§ INSTRUCTIONS TO FOLLOW
Tally the lines below that hold the string "Trace", and report the tally by itself.

Stored items from a collection:
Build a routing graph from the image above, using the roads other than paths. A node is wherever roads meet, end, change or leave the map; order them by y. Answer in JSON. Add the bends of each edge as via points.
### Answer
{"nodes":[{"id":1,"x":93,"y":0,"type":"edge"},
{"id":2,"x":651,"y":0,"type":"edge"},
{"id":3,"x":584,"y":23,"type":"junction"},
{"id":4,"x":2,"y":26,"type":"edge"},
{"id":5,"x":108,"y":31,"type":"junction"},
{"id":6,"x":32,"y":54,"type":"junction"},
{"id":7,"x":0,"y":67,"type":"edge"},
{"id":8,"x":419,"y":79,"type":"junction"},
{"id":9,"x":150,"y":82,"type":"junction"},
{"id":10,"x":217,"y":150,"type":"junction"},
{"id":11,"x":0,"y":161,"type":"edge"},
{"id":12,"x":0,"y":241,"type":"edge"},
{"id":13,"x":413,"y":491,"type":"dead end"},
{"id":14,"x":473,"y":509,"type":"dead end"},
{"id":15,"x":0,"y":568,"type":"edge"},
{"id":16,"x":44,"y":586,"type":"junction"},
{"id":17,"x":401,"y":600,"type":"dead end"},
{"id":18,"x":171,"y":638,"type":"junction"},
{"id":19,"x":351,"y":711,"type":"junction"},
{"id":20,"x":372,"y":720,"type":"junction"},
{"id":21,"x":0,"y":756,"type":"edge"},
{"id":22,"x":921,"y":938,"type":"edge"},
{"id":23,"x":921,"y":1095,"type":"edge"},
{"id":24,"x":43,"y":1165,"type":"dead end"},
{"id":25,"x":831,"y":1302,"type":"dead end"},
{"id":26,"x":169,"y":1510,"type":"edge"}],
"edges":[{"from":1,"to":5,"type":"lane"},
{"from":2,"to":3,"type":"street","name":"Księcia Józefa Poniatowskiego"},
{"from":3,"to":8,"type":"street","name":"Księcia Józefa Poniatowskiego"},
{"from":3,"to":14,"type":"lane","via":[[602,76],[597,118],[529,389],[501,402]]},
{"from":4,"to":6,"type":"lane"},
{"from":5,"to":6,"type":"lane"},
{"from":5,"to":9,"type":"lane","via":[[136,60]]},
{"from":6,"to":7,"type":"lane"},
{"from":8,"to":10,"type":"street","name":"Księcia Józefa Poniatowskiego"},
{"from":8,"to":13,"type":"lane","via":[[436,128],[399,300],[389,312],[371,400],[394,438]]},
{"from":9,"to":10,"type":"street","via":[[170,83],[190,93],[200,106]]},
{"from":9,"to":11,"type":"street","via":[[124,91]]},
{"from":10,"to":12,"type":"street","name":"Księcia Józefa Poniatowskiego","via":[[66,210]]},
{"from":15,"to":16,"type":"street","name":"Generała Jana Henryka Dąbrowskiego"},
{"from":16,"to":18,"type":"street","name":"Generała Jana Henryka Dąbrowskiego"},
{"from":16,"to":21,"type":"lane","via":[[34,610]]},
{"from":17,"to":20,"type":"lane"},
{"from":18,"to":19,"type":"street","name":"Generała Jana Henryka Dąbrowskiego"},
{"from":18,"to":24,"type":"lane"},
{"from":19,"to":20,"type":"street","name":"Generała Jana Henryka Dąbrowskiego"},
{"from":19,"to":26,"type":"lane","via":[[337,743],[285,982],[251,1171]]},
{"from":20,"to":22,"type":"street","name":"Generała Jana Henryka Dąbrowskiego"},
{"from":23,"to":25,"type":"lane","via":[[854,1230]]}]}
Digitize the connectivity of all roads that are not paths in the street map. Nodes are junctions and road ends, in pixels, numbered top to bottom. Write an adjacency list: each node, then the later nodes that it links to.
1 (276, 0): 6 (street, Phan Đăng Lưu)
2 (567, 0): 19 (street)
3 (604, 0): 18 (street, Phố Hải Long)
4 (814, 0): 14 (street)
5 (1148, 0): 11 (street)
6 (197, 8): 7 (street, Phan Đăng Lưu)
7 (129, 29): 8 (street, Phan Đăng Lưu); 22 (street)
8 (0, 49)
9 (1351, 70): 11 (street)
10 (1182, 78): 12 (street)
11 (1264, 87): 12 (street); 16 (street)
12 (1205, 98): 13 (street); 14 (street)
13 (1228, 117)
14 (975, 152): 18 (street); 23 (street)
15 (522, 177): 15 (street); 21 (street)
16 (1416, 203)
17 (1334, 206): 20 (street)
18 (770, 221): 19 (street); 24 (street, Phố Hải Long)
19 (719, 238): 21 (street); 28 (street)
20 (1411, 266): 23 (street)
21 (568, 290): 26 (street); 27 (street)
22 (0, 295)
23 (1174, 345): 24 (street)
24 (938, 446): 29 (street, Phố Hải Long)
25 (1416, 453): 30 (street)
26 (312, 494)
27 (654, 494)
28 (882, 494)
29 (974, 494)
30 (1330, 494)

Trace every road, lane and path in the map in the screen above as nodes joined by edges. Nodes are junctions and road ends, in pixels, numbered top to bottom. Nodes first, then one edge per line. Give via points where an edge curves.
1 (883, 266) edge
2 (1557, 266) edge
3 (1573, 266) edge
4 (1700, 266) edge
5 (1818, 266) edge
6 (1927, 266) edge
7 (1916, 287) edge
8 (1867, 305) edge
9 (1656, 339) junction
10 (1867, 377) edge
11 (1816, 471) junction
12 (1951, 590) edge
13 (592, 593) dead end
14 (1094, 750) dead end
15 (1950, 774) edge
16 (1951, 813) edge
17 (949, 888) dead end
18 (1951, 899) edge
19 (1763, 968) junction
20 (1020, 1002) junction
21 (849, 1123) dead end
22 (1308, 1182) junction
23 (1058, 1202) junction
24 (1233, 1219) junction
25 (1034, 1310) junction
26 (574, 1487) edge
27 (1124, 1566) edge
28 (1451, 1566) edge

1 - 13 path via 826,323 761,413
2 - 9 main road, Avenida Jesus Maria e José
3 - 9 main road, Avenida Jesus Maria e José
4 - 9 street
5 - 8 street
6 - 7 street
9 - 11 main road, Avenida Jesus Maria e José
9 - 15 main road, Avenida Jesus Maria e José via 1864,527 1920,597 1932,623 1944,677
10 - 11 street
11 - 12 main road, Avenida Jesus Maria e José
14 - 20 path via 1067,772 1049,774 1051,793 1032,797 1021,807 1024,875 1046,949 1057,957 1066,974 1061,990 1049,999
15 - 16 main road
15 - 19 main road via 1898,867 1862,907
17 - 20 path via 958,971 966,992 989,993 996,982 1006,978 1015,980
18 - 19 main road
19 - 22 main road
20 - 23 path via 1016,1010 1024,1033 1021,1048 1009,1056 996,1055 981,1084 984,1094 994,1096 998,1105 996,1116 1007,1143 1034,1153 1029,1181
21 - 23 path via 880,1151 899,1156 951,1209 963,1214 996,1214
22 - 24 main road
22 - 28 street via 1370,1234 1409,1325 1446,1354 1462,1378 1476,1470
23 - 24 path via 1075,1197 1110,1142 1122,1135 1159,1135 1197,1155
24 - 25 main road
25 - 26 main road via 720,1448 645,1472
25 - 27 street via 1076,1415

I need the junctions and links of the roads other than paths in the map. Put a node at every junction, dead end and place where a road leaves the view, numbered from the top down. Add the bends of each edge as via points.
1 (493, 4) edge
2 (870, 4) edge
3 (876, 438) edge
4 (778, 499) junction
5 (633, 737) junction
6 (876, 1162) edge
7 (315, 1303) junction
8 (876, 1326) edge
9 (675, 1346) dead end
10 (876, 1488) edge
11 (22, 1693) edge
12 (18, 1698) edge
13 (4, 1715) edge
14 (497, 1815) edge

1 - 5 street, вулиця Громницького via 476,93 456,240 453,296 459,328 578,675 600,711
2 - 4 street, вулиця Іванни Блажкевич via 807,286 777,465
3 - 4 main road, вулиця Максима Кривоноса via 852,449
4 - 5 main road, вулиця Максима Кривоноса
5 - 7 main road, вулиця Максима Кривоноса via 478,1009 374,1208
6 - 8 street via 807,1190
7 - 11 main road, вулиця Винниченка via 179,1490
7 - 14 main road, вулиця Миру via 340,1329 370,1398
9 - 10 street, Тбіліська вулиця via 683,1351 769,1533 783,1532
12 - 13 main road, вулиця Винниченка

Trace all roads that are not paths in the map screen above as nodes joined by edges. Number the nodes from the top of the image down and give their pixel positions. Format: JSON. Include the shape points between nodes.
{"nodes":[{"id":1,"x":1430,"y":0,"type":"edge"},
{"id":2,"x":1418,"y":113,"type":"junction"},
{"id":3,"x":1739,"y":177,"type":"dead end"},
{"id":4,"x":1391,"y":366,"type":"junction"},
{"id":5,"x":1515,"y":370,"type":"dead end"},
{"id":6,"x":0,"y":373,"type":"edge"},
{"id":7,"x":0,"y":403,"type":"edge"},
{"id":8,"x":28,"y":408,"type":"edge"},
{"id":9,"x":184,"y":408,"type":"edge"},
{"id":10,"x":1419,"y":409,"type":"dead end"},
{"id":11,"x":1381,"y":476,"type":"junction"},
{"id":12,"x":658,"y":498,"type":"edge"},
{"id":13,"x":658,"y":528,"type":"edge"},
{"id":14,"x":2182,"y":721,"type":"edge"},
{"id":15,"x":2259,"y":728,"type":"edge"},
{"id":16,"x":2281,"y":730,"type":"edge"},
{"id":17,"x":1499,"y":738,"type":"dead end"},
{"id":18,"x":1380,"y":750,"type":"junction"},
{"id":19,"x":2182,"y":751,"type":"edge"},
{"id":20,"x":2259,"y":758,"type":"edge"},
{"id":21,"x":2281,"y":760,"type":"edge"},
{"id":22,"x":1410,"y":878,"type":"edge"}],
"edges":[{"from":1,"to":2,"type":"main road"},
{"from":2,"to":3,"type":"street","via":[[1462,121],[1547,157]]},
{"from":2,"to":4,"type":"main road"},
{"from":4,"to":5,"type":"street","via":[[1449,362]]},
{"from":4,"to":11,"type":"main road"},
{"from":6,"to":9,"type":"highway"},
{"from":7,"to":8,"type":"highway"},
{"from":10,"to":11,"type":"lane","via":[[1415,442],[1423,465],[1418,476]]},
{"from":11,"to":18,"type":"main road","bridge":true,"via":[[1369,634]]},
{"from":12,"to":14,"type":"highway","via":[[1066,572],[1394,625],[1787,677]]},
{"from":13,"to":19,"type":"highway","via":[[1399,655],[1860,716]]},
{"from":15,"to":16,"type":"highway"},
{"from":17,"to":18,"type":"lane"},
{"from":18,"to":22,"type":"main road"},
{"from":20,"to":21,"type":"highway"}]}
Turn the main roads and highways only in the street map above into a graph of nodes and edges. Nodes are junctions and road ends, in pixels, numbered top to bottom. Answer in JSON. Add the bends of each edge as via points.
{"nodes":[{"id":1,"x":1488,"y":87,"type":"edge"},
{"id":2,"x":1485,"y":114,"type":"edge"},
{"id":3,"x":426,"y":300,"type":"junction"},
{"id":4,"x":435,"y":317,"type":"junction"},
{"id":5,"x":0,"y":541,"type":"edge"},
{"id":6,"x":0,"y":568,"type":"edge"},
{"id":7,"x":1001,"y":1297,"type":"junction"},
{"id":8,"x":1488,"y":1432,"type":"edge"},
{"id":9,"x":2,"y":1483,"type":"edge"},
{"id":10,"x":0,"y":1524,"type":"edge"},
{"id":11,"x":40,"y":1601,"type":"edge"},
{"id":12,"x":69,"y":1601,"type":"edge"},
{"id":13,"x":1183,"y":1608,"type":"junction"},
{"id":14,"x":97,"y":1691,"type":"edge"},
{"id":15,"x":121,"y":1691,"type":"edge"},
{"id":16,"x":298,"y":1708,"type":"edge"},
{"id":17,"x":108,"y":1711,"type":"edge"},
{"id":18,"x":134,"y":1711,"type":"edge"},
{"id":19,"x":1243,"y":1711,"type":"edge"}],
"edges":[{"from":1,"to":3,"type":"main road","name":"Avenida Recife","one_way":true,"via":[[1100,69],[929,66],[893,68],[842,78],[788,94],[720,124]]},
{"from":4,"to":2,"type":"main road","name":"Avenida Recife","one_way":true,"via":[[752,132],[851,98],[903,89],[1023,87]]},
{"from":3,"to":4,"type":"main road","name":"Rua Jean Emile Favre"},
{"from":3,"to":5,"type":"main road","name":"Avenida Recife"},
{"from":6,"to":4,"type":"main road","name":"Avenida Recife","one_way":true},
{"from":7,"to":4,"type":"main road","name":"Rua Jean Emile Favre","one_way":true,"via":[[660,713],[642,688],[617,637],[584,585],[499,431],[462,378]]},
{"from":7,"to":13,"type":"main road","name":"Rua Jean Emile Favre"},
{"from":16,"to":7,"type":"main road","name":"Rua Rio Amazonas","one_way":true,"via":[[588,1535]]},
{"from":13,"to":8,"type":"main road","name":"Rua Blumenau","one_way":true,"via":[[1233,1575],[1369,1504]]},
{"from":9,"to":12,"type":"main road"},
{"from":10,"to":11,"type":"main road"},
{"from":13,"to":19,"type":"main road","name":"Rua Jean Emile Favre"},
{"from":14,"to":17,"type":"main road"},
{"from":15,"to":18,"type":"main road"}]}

§ RESPONSE FOR THIS EXERCISE
2